EXCERPTED DATA START

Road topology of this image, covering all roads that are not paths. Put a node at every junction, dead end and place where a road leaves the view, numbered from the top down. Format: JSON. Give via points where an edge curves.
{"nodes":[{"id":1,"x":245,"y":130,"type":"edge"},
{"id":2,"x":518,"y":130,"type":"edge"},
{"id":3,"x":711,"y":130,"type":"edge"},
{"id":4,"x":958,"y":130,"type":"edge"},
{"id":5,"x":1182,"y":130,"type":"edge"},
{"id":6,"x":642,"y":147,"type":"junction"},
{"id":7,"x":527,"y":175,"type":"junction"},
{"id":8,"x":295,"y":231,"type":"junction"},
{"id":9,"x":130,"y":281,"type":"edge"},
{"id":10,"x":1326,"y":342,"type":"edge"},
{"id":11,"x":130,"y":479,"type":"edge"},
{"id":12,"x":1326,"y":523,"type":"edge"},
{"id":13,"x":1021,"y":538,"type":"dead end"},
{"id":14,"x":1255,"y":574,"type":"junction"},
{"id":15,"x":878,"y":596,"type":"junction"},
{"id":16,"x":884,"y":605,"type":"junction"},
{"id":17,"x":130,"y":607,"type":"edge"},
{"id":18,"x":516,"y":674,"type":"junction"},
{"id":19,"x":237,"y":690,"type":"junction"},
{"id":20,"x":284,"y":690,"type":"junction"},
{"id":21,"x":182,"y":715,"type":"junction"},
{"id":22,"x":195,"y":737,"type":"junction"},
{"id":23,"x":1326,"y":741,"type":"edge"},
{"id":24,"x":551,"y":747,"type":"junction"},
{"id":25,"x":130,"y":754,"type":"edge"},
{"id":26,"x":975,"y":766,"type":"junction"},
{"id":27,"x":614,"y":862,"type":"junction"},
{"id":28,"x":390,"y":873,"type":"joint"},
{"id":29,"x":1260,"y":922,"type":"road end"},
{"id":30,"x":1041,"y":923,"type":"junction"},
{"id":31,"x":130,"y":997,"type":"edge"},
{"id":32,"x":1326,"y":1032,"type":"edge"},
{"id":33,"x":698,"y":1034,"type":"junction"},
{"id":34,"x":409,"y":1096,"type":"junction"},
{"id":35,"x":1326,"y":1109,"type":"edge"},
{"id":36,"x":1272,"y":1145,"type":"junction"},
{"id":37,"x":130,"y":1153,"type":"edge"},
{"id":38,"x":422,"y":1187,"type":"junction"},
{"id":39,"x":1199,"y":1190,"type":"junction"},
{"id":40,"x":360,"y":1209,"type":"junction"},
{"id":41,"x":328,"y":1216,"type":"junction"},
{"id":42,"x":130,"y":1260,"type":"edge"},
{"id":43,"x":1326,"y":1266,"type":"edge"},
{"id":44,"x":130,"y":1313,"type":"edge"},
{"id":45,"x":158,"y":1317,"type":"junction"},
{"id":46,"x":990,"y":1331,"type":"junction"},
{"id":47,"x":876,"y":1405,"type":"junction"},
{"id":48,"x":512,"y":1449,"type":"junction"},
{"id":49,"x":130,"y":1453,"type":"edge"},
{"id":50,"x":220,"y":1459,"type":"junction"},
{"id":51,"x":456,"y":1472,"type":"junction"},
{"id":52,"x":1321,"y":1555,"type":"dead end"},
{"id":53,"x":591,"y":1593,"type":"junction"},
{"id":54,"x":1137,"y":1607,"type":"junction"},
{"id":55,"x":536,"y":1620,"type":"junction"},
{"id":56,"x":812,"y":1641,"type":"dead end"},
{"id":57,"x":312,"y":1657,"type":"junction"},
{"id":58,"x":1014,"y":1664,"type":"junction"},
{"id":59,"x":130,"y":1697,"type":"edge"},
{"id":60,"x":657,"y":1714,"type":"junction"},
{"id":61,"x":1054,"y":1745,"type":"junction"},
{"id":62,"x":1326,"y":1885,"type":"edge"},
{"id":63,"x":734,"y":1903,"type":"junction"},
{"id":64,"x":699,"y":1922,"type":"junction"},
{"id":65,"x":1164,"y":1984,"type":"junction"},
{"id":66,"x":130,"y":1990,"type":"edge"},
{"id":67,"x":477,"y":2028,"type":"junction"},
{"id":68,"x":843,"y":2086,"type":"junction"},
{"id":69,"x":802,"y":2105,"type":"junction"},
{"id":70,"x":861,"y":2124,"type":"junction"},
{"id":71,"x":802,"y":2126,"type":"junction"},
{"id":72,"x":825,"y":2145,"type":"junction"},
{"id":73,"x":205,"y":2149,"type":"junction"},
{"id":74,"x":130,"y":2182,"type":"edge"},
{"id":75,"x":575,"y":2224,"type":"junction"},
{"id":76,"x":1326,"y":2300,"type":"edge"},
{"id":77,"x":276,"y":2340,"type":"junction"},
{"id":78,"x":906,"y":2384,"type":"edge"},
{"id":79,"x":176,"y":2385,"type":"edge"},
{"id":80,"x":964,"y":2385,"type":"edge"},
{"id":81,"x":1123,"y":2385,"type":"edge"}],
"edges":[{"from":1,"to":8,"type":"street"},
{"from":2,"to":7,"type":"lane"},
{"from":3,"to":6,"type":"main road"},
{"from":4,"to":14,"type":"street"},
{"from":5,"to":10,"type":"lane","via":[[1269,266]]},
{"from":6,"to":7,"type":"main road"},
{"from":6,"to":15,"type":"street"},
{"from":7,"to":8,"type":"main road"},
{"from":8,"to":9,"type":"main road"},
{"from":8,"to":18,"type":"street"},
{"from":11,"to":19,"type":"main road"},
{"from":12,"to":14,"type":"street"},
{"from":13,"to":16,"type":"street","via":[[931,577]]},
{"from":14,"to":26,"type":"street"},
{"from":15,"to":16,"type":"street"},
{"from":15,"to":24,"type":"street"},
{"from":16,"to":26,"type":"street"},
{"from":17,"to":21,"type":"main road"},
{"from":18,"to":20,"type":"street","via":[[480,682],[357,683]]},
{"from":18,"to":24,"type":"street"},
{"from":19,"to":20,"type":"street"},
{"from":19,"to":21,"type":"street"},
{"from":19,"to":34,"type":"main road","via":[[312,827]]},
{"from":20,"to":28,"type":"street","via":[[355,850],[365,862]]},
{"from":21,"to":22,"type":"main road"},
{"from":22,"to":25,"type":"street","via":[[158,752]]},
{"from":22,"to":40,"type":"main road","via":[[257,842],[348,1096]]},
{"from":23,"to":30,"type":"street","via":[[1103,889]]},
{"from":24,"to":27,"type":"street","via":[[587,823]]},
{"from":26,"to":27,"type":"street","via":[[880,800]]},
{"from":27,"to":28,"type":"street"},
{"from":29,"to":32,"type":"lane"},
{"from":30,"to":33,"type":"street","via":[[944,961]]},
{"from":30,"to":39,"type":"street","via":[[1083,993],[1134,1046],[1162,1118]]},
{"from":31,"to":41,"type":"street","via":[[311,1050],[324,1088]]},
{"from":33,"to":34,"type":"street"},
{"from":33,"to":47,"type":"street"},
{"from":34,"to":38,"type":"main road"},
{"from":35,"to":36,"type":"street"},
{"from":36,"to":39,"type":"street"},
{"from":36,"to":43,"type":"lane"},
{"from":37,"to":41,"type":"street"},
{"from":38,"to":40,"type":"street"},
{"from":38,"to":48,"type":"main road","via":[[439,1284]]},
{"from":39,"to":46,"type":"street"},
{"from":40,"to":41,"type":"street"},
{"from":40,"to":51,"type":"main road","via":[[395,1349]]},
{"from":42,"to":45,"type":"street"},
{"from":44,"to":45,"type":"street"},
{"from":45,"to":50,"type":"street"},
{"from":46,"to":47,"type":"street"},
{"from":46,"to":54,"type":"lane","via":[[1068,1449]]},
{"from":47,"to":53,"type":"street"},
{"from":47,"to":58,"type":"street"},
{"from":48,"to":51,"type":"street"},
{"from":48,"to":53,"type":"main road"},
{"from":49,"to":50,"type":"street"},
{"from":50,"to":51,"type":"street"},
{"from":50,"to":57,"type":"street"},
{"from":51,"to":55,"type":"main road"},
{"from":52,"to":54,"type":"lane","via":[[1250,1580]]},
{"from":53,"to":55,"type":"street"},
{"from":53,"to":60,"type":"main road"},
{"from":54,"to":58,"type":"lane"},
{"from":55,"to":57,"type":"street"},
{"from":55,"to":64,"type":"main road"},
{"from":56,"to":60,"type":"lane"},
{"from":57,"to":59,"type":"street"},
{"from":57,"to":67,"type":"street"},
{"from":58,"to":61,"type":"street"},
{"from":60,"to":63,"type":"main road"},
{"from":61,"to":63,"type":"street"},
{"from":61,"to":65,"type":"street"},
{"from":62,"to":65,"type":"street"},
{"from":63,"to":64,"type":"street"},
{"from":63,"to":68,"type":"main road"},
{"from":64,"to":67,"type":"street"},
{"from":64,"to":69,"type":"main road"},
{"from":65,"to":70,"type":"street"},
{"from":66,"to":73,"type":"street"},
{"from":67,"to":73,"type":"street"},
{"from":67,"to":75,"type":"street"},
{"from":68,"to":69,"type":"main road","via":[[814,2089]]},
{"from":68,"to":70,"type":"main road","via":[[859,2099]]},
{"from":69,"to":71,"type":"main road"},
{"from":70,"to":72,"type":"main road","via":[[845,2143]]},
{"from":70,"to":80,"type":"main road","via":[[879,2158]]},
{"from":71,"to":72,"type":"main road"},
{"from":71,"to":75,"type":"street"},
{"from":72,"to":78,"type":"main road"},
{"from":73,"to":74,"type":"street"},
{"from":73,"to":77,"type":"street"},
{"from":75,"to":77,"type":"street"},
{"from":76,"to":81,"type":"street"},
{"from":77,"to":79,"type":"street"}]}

EXCERPTED DATA END

§ REQUIRED WORK
Note how many lines in the listing above contain the word "lane" and give only that number.

§ TASK RESULT
8